Changing the Way Women Experience Abortion

Via Feministing, I see a great article  by Sara Robinson about the changing dynamics of abortion. 

The gist of the article concerns the way in which medical termination of unwanted pregnancies (i.e. RU-486) is changing the way in which women receive and experience abortions, and is changing the locus of control over reproductive freedom - namely moving it into the privacy of a person’s home and away from the clinic setting.

My favorite passage:

As medical abortion becomes the norm, it would seem to leave that howling pitchfork-and-torch-bearing mob at the clinic door all dressed up for battle — with absolutely nowhere to go. Unfortunately (as we’ll see) that doesn’t necessarily mean that the battle will be over any time soon. But it does make staying with the current tactics a lot more complicated.

Assuming every woman who went through the doors at a Planned Parenthood clinic was there for an abortion was always the same flavor of stupid as assuming that that everyone who goes into Safeway must be buying beer. Even so: as RU-486 becomes The Way It’s Done, those women aren’t easy pickings any more. You can’t just hang out in front of the clinic on Tuesdays and Thursdays and assume everyone coming up the sidewalk is a slutty, bamboozled, innocent, callous-hearted baby-killing bitch who just doesn’t understand that it’s a baaayyybbeee, that she has Options, and how much Jesus loves her.

That era, as I said, is coming to an end. Increasingly, those women are bypassing the clinic entirely. Instead, they’re showing up for regular appointments, on all days of the week, at doctors’ offices all over town. Which makes it hard on the berzerkers: after all, there’s no legitimate way of knowing which doctors are in the abortion business now, or why any individual woman is seeing any given doctor on any given day. Our culture has strong, long-standing customs protecting discussions between doctors and patients; and as abortion increasingly slips behind that shady wall, that decision is finally ending up exactly where we’ve always argued it should be — as a private matter between a woman and her doctor.

Over the long haul, making early pregnancy termination a common piece of most doctors’ everyday medical practice will be the final step in normalizing abortion, removing its stigma, and ensuring that it will eventually be accepted as an unquestioned and relatively uncontroversial right.

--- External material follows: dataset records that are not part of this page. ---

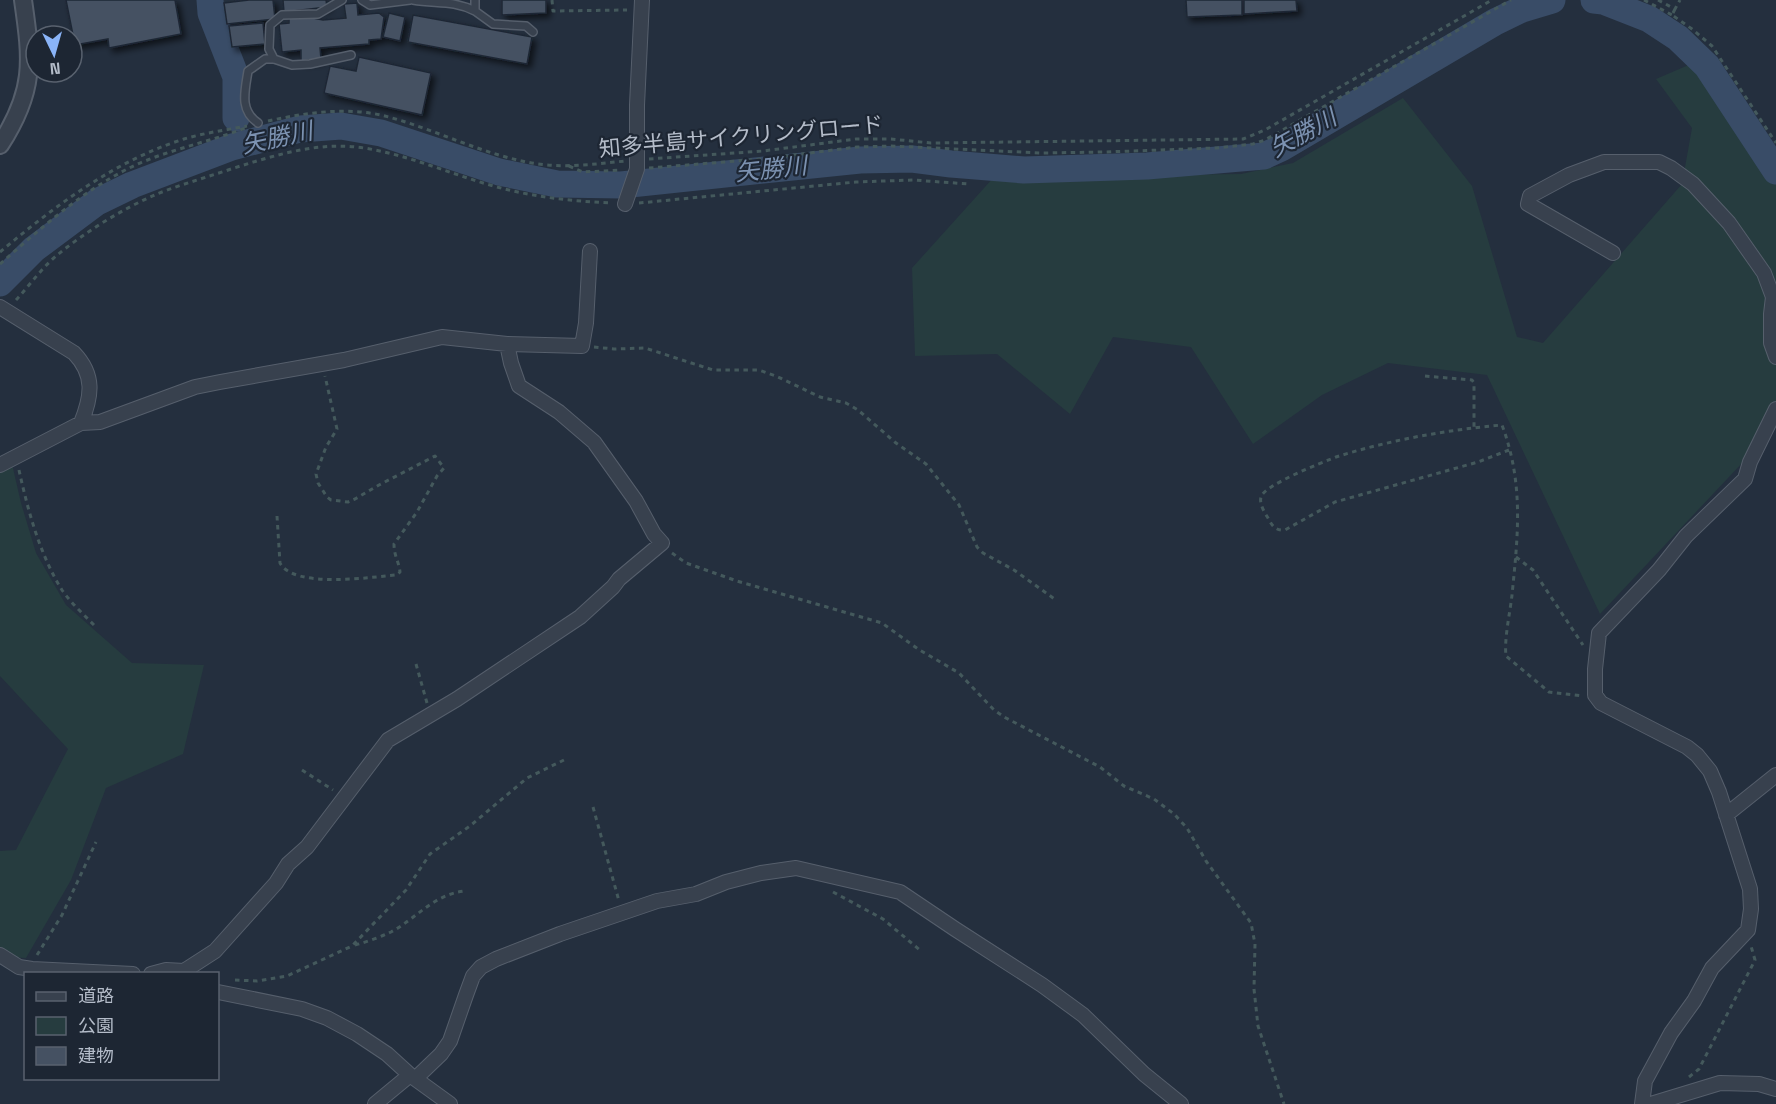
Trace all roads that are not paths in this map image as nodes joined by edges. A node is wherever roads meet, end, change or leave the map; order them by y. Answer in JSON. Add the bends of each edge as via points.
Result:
{"nodes":[{"id":1,"x":23,"y":0,"type":"edge"},
{"id":2,"x":342,"y":0,"type":"edge"},
{"id":3,"x":362,"y":0,"type":"edge"},
{"id":4,"x":412,"y":0,"type":"edge"},
{"id":5,"x":475,"y":0,"type":"edge"},
{"id":6,"x":642,"y":5,"type":"edge"},
{"id":7,"x":475,"y":10,"type":"junction"},
{"id":8,"x":533,"y":32,"type":"dead end"},
{"id":9,"x":351,"y":55,"type":"dead end"},
{"id":10,"x":274,"y":59,"type":"junction"},
{"id":11,"x":258,"y":123,"type":"road end"},
{"id":12,"x":0,"y":145,"type":"edge"},
{"id":13,"x":626,"y":204,"type":"road end"},
{"id":14,"x":590,"y":251,"type":"dead end"},
{"id":15,"x":1613,"y":253,"type":"dead end"},
{"id":16,"x":3,"y":309,"type":"edge"},
{"id":17,"x":507,"y":344,"type":"junction"},
{"id":18,"x":1776,"y":357,"type":"edge"},
{"id":19,"x":1776,"y":409,"type":"edge"},
{"id":20,"x":81,"y":423,"type":"junction"},
{"id":21,"x":0,"y":465,"type":"edge"},
{"id":22,"x":1776,"y":775,"type":"edge"},
{"id":23,"x":1726,"y":815,"type":"junction"},
{"id":24,"x":0,"y":955,"type":"edge"},
{"id":25,"x":93,"y":972,"type":"edge"},
{"id":26,"x":158,"y":972,"type":"edge"},
{"id":27,"x":219,"y":992,"type":"edge"},
{"id":28,"x":413,"y":1076,"type":"junction"},
{"id":29,"x":1776,"y":1089,"type":"edge"},
{"id":30,"x":375,"y":1104,"type":"edge"},
{"id":31,"x":450,"y":1104,"type":"edge"},
{"id":32,"x":1181,"y":1104,"type":"edge"},
{"id":33,"x":1642,"y":1104,"type":"edge"},
{"id":34,"x":1651,"y":1104,"type":"edge"}],
"edges":[{"from":1,"to":12,"type":"street","via":[[30,71],[20,111]]},
{"from":2,"to":10,"type":"lane","via":[[318,14],[282,15],[270,25],[268,49]]},
{"from":3,"to":4,"type":"lane","via":[[370,5]]},
{"from":4,"to":7,"type":"lane","via":[[452,2]]},
{"from":5,"to":7,"type":"lane"},
{"from":6,"to":13,"type":"street","via":[[636,168]]},
{"from":7,"to":8,"type":"lane","via":[[494,24],[526,26]]},
{"from":9,"to":10,"type":"lane","via":[[310,64]]},
{"from":10,"to":11,"type":"lane","via":[[265,59],[248,71],[246,111]]},
{"from":14,"to":17,"type":"street","via":[[582,346]]},
{"from":15,"to":18,"type":"street","via":[[1527,204],[1530,196],[1604,162],[1659,162],[1671,168],[1693,184],[1729,223],[1764,273],[1773,297],[1771,343]]},
{"from":16,"to":20,"type":"street","via":[[74,353],[83,363],[90,397]]},
{"from":17,"to":20,"type":"street","via":[[442,337],[195,387],[100,422]]},
{"from":17,"to":26,"type":"street","via":[[519,386],[559,412],[594,442],[662,543],[580,616],[388,740],[307,848],[288,864],[276,883],[215,951],[184,971]]},
{"from":19,"to":23,"type":"street","via":[[1745,479],[1686,536],[1599,633],[1595,694],[1600,703],[1697,754],[1710,771]]},
{"from":20,"to":21,"type":"street"},
{"from":22,"to":23,"type":"street"},
{"from":23,"to":33,"type":"street","via":[[1750,889],[1748,930],[1712,968],[1671,1033],[1645,1081]]},
{"from":24,"to":25,"type":"street","via":[[19,967]]},
{"from":27,"to":28,"type":"street","via":[[327,1018],[387,1054]]},
{"from":28,"to":30,"type":"street"},
{"from":28,"to":31,"type":"street"},
{"from":28,"to":32,"type":"street","via":[[441,1054],[450,1041],[473,976],[481,967],[560,934],[657,901],[696,894],[764,872],[796,868],[900,891],[1083,1015]]},
{"from":29,"to":34,"type":"street","via":[[1759,1084],[1720,1083]]}]}
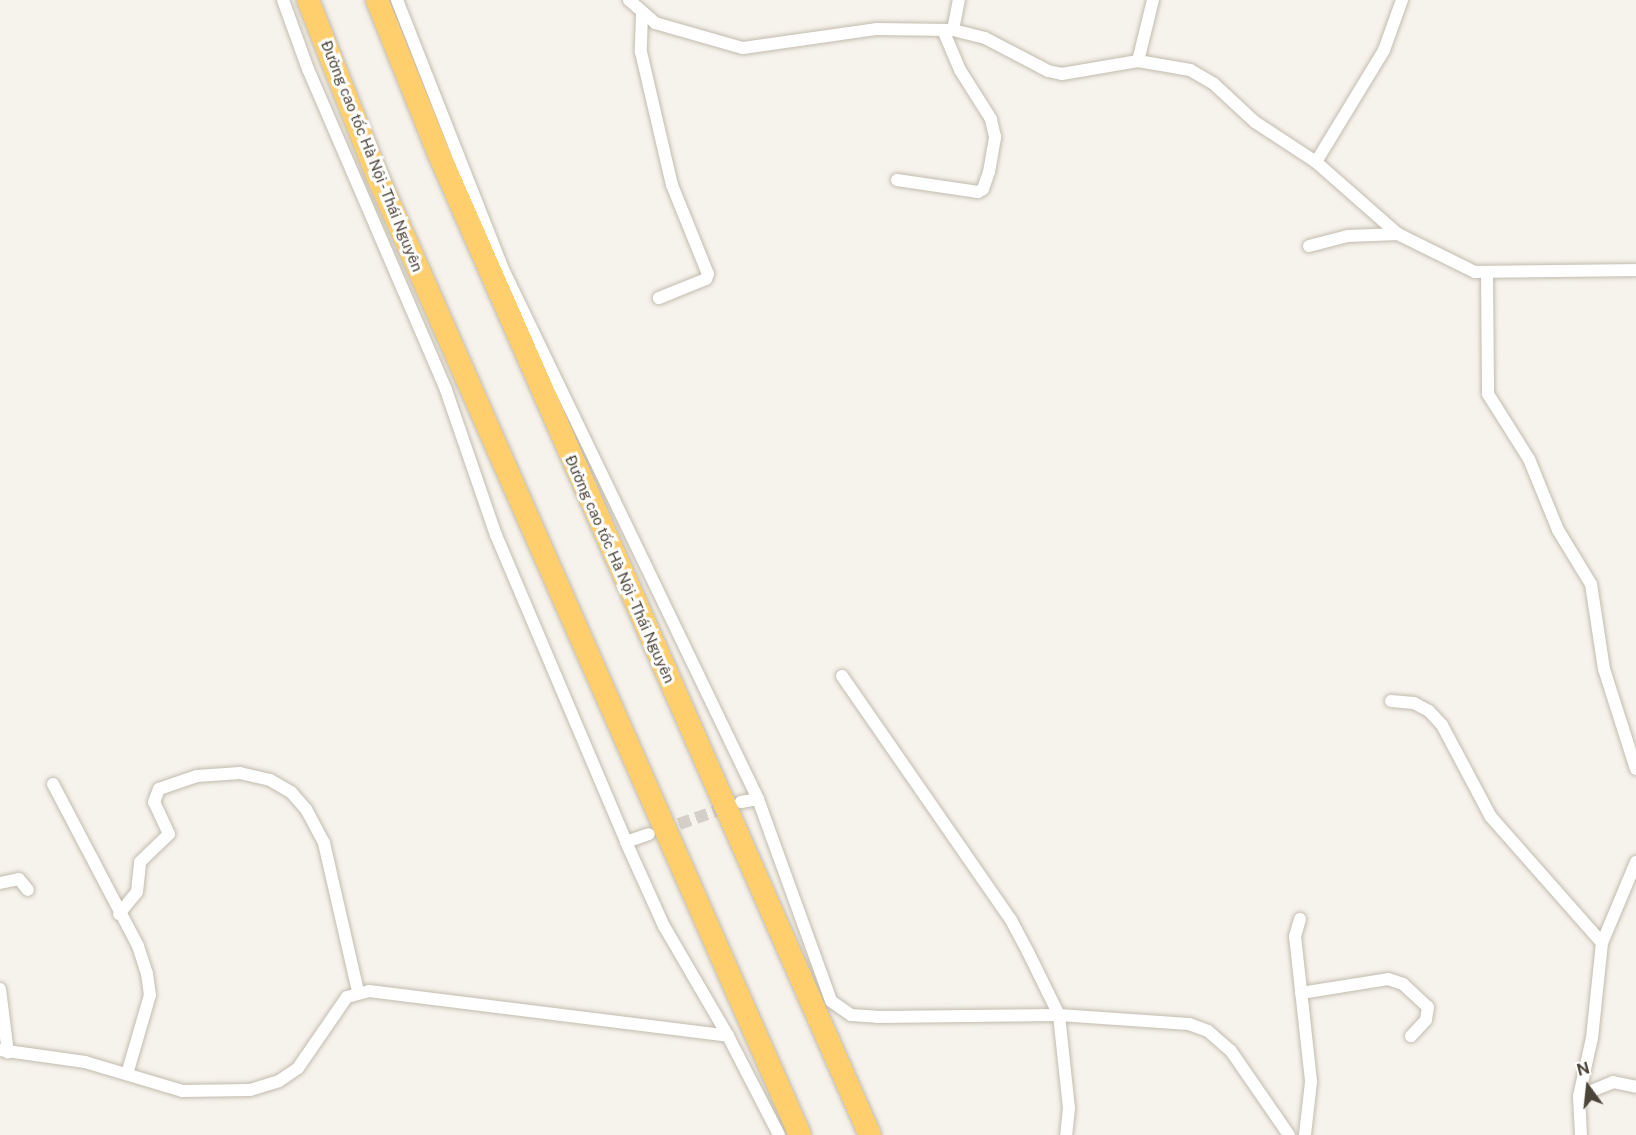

Between effective emergency contraception and effective and readily available medical abortion, the entire dynamics of the debate over women’s reproductive freedom will change.  I think we’ll see pathetic attempts at slut shaming that will in essence argue women must get permission from the sperm donor before using RU 486 otherwise how will these poor men know that some baby murdering slut is depriving them of the right to control her uterus?  The weakness of the prolife movement has always been its failure to see women as moral agents in their own right rather than useful and decorative beings who need male oversight and should not really be trusted to make decisions.

I also believe the trend toward medical abortion is one of two, generally positive trends taking place in American culture with regard to reproductive habits.  The second trend is toward the more consistent use of contraception.  Together, these two social movements are moving us toward a more responsible, less emotionally fraught relationship with sexuality and reproduction.